I need some advice to pick the best option.

I bought a barebones supermicro server with a LSI megaraid 9361-8i raid controller with write back cache, which tolerates SAS or SATA drives. It has 2 mini SAS ports internally that are connected with mini SAS 1 to 4 cables to the backplane (Supermicro SAS743TQ for an 8 drive enclosure), but the backplane's documentation states all drives should be either SAS or SATA.

My plan was to have 3 SATA intel s3700 SSDs (raid 1 with hot spare for OS and applications) with 5 SAS WD 4TB HDDs (raid 10 with hot spare for archival data). Yes, I have the drives.

Option 1- Connect drives as planned to the backplane. Why should they not be mixed if raid controller allows both?

Option 2- Use a mini SAS 1 to 4 SATA adapter to connect the raid controller to the SSDs, bypassing the backplane for the SSD drives. I would have to take the hot spare away from the archival data array, not a big loss, as I would be limited to 4 SAS drives. My problem is putting the SSDs securely in the LFF enclosure as the 3.5" to 2.5" adapter is meant to position it properly for the backplane. Is there a universal adapter that holds a sff drive away from the backplane? Thought I'd ask here before trying with supermicro.

Option 3- Use software raid for my SSDs and the expensive LSI controller just for the SAS drives. My motherboard has 10 SATA ports, 2 peach and 8 white (not sure what that means). Anyway, same problem as in Option 2 that I won't be able to use the spiffy 3.5" to 2.5" drive adapters since they push the drive onto the backplane, so either a different adapter or the SSDs don't go in the drive enclosure and I don't get the little lights to watch for functioning drives.

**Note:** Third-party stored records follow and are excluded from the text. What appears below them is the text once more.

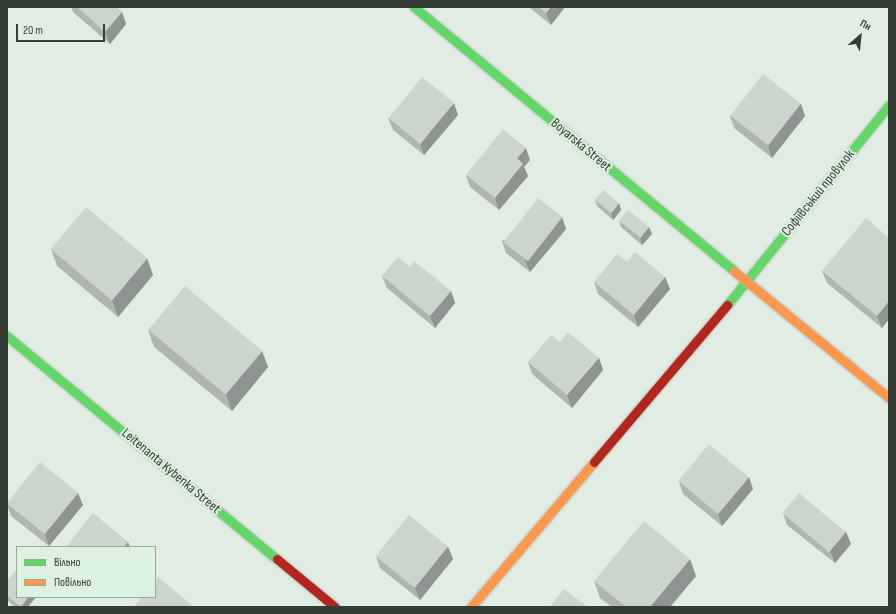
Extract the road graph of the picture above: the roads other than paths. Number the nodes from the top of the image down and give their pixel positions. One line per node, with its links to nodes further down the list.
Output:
1 (414, 7): 3 (street, Boyarska Street)
2 (889, 105): 3 (street, Софіївський провулок)
3 (747, 282): 5 (street, Boyarska Street); 7 (street, Софіївський провулок)
4 (7, 336): 6 (street, Leitenanta Kybenka Street)
5 (889, 398)
6 (334, 607)
7 (471, 607)

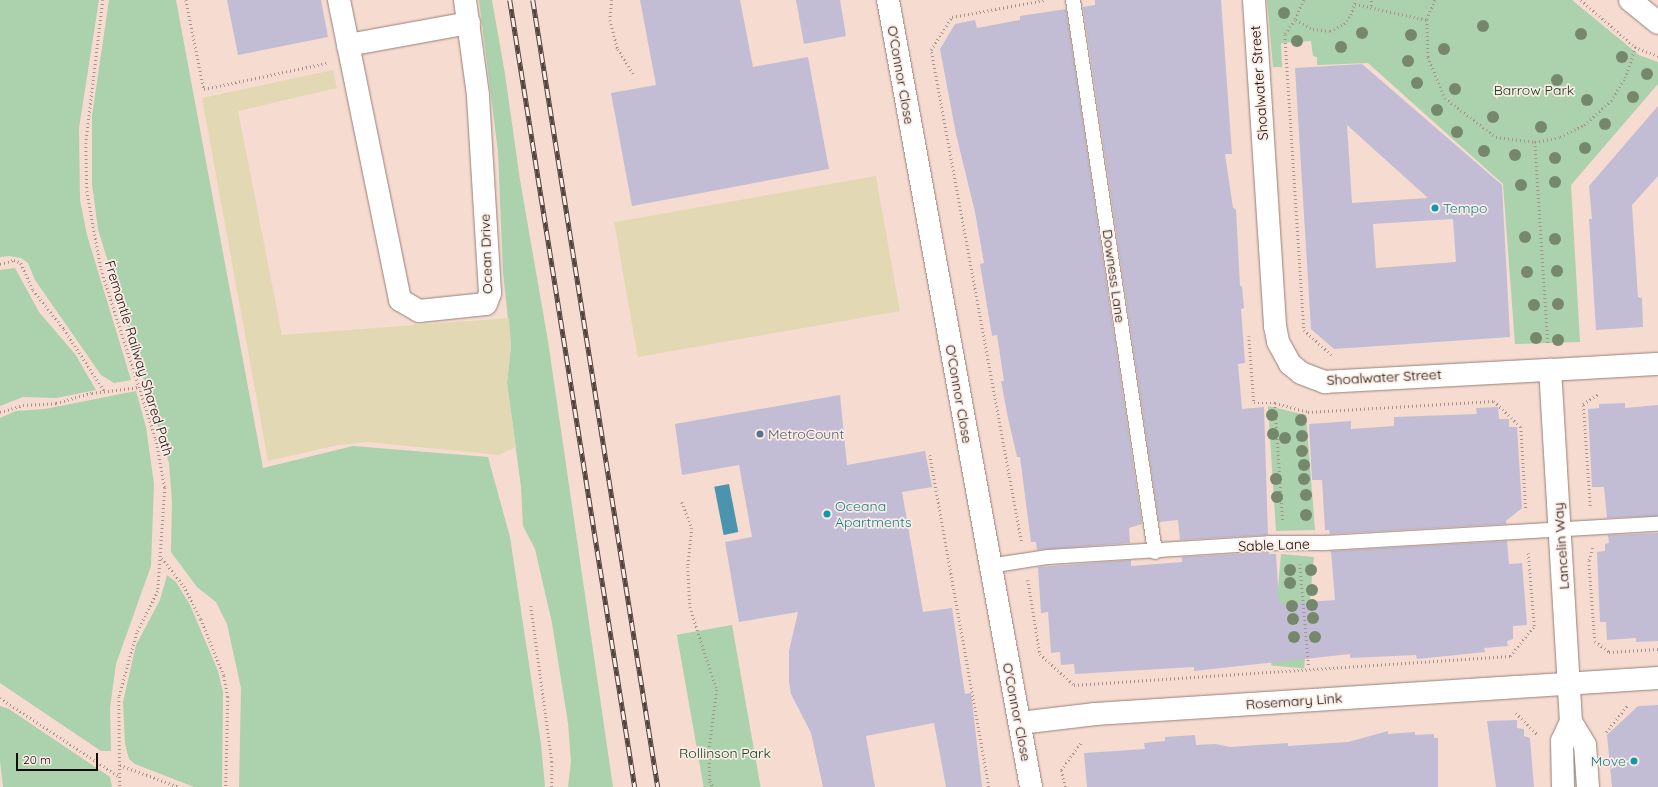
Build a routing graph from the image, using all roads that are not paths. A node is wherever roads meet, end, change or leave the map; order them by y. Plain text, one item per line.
1 (339, 0) edge
2 (466, 0) edge
3 (888, 0) edge
4 (1073, 0) edge
5 (1254, 0) edge
6 (1630, 0) edge
7 (469, 23) junction
8 (1658, 23) edge
9 (349, 51) junction
10 (1549, 360) junction
11 (1658, 364) edge
12 (1658, 524) edge
13 (1560, 530) junction
14 (1154, 552) junction
15 (989, 566) junction
16 (1658, 678) edge
17 (1569, 684) junction
18 (1572, 722) junction
19 (1020, 723) junction
20 (1032, 787) edge
21 (1564, 787) edge
22 (1588, 787) edge

1 - 9 street, Ocean Drive
2 - 7 street, Ocean Drive
3 - 15 street, O'Connor Close
4 - 14 lane, Downess Lane
5 - 10 street, Shoalwater Street
6 - 8 street
7 - 9 street
7 - 9 street, Ocean Drive
10 - 11 street, Shoalwater Street
10 - 13 street, Lancelin Way
12 - 13 lane, Sable Lane
13 - 14 lane, Sable Lane
13 - 17 street, Lancelin Way
14 - 15 lane, Sable Lane
15 - 19 street, O'Connor Close
16 - 17 street, Rosemary Link
17 - 18 street, Lancelin Way
17 - 19 street, Rosemary Link
18 - 21 street
18 - 22 street, Lancelin Way
19 - 20 street, O'Connor Close

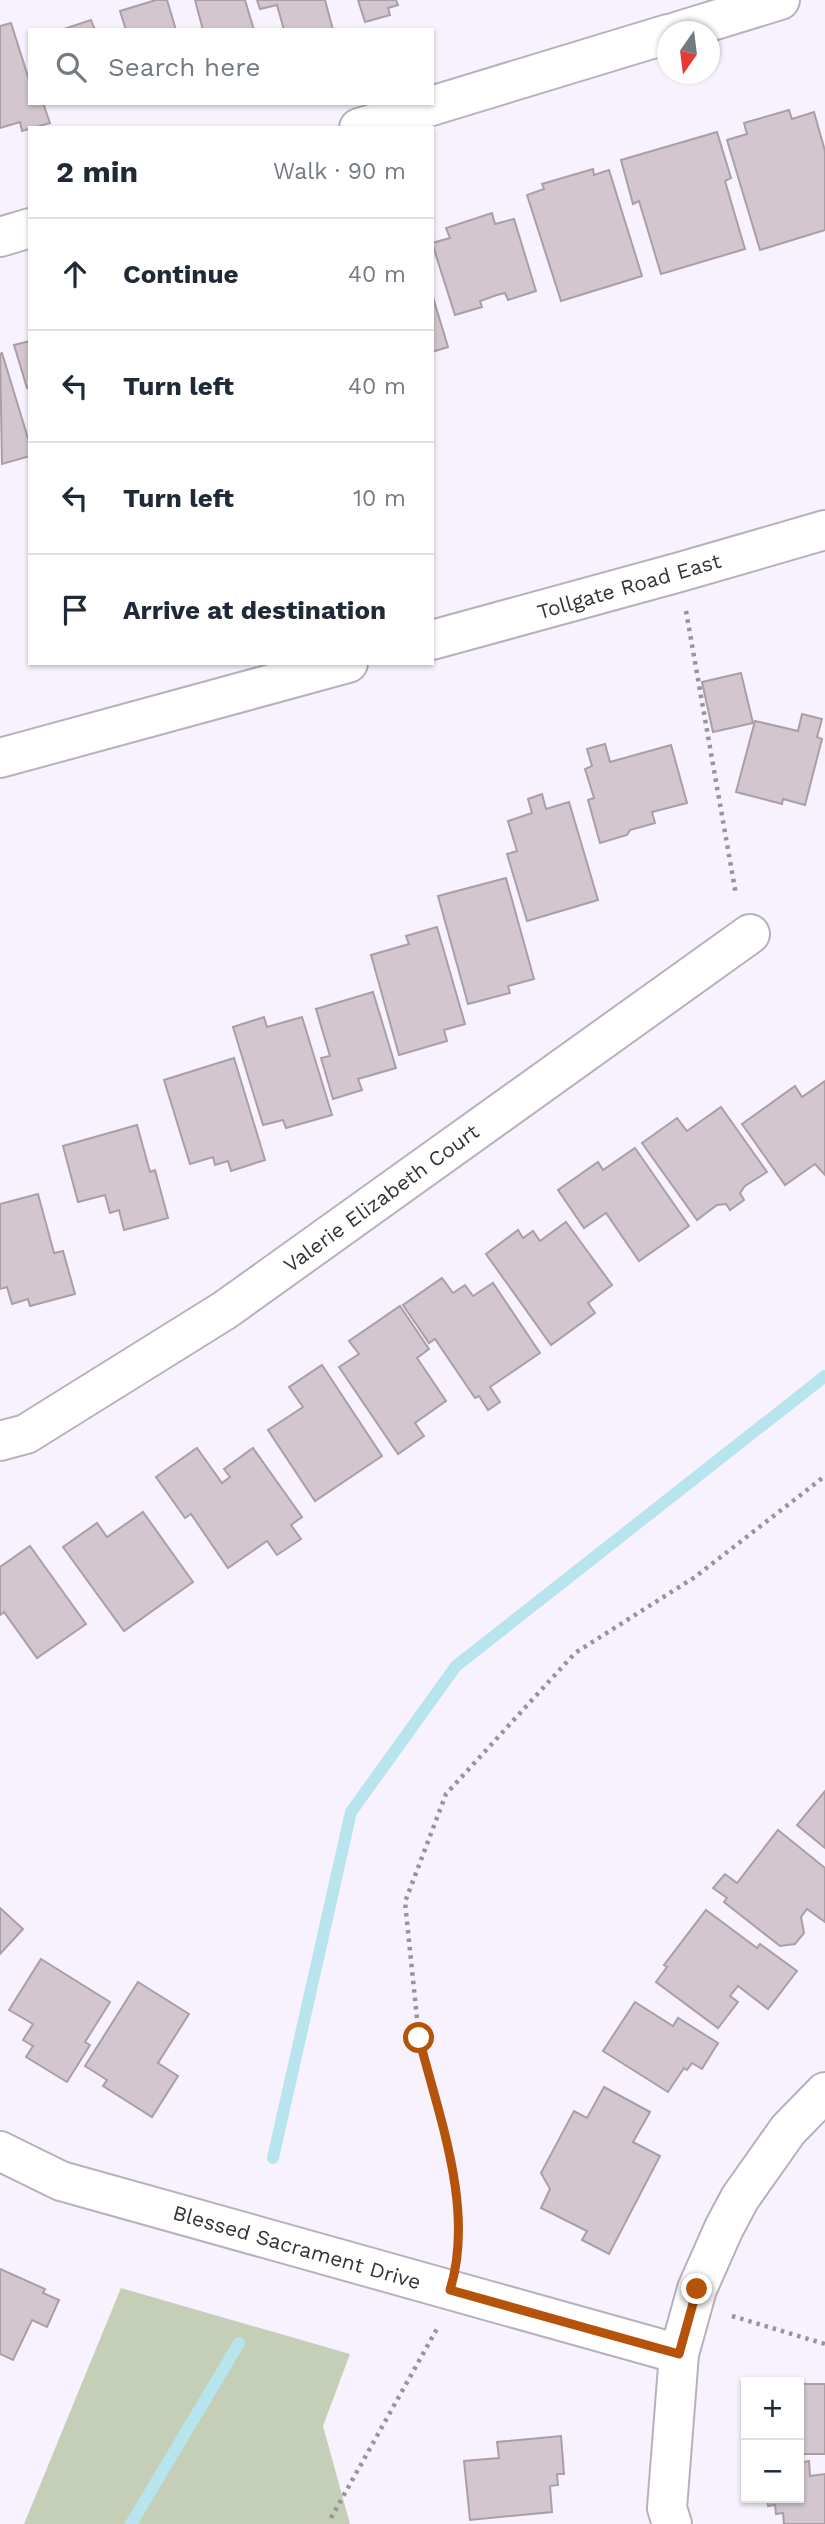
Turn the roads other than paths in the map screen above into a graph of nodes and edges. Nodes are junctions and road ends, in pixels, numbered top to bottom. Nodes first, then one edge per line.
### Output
1 (780, 0) edge
2 (712, 21) edge
3 (657, 37) edge
4 (366, 126) edge
5 (28, 229) edge
6 (0, 237) edge
7 (825, 530) edge
8 (434, 639) edge
9 (341, 665) edge
10 (0, 758) edge
11 (750, 934) road end
12 (0, 1441) edge
13 (825, 2092) edge
14 (0, 2151) edge
15 (679, 2354) junction
16 (672, 2524) edge

1 - 2 street
3 - 4 street
5 - 6 street
7 - 8 street, Tollgate Road East
9 - 10 street
11 - 12 street, Valerie Elizabeth Court
13 - 15 street
14 - 15 street, Blessed Sacrament Drive
15 - 16 street

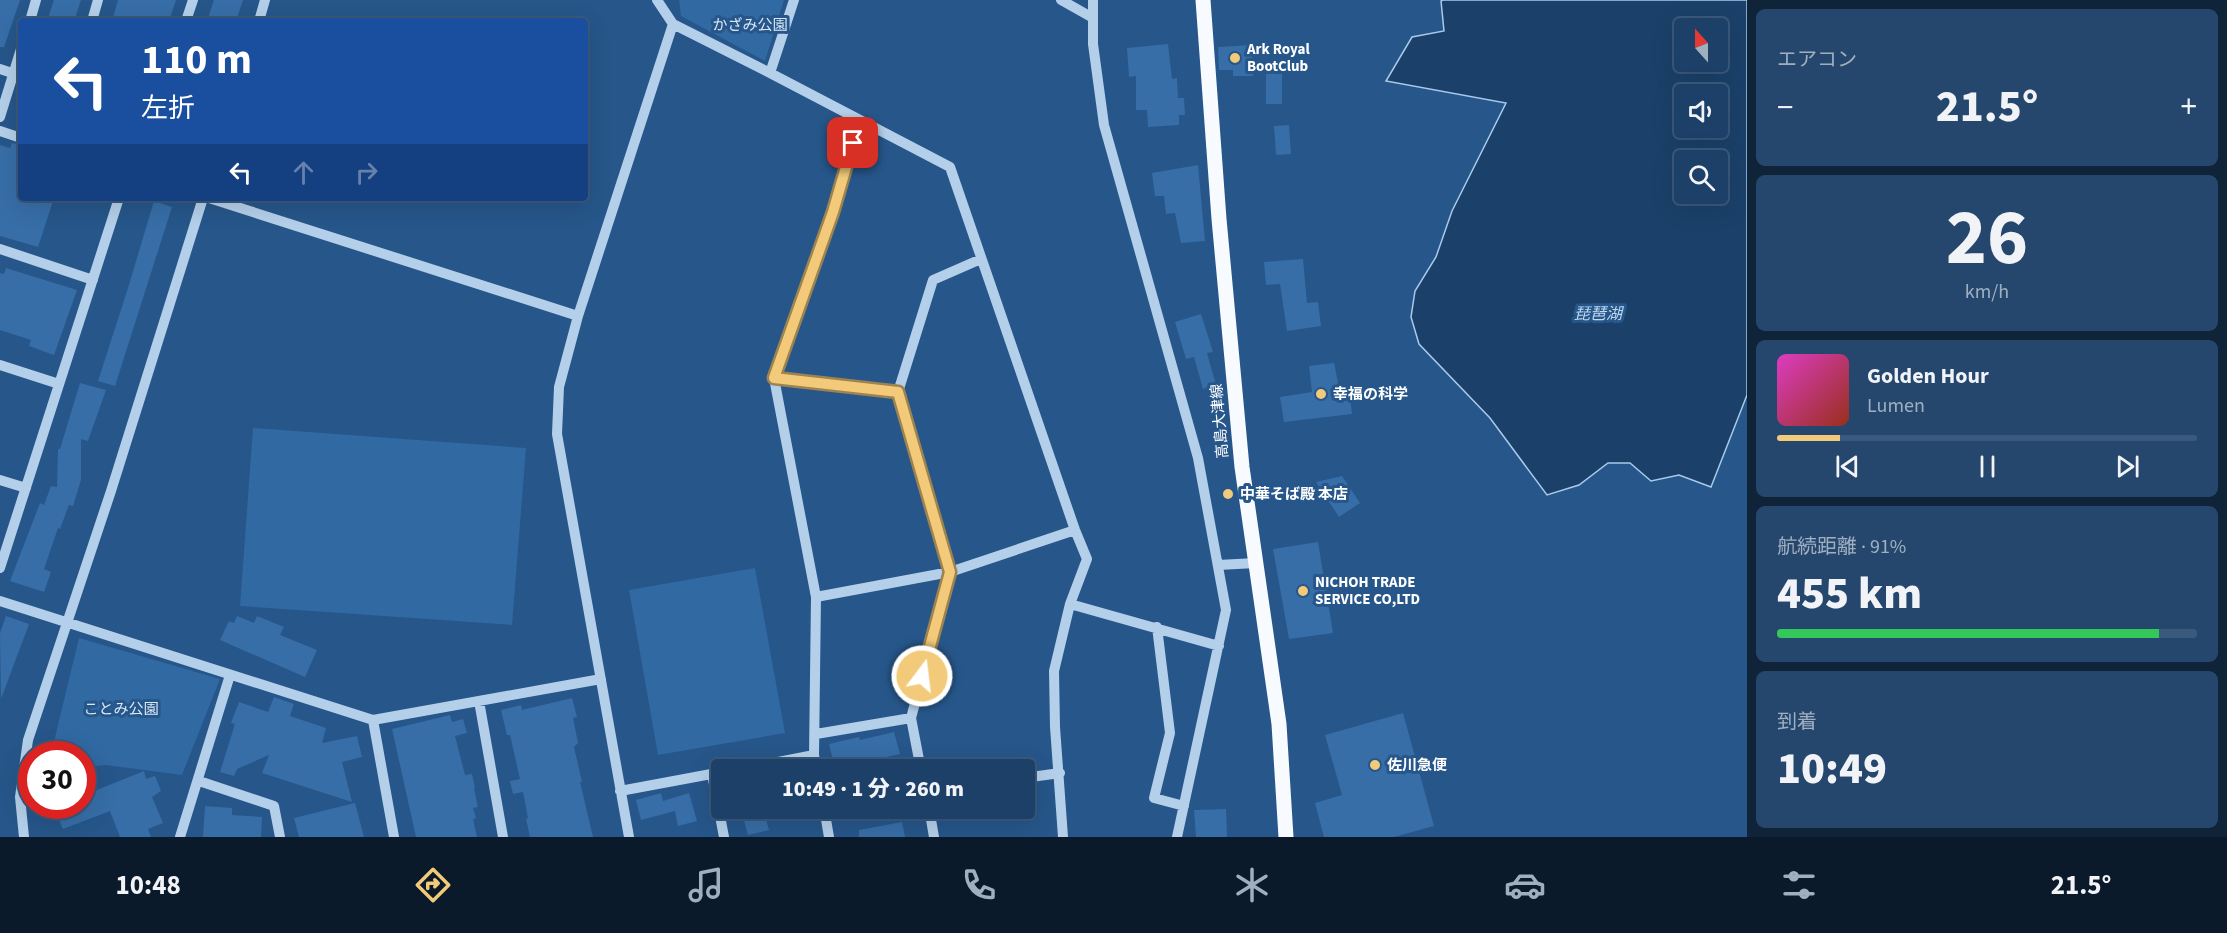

Option 4- Replace the SAS 4 TB HDDs with SATA 4 TB HDDs. What I get for buying them already, but I have always used SAS drives in servers.

Option 5- Something you would recommend other than the above.

Appreciate your advice. Seems there a lot of people mixing SSDs and HDDs, so I'm hoping mixing SAS and SATA on a backplane is a known issue.

Thanks,
Dan

More about : mixing sas sata backplane

Best solution

September 23, 2014 11:47:09 AM

My simple thoughts:

If SAS is really important to you, you may want to check for a firmware update that might allow mix & match SAS/SATA connections. I believe with some of Dell's PERC controllers (based on MegaRaid), they allow for that type of scenario. So likely you can get an update for your LSI MegaRaid controller.

However, I would go to a SATA-only setup with that controller as a price & performance upgrade. A SATA SSD array will easily out-perform a SAS array of spinning disks (HDDs). You can create two arrays of SATA drives - 1 array of SSD (I would go for a 3 x SSD +1 hot spare RAID-5 or add another SSD for a RAID-6) as your high-performance storage, and 1 array of 4TB SATA (go with the enterprise class of HDDs) for your lower-performance archival storage array.

If you're rolling your own array, you may not have to go with the higher-cost Intel S3700 drives. I would recommend looking at the Samsung 845DC PRO (great write endurance!) or the Micron 500DC as a lower-cost but still high-performing alternative to the S3700. If absolution write performance isn't as high of a priority (for example, if this is for a webserver which is most read-only), then you can go with the SSDs that target read performance, like the Intel S3500, for a much lower cost.

As a final note, I also recommend buy an extra drive of each type when you roll your own arrays. That way, if one goes out, you will have a backup right there to plug in immediately, rather than trying to source the same drive later on.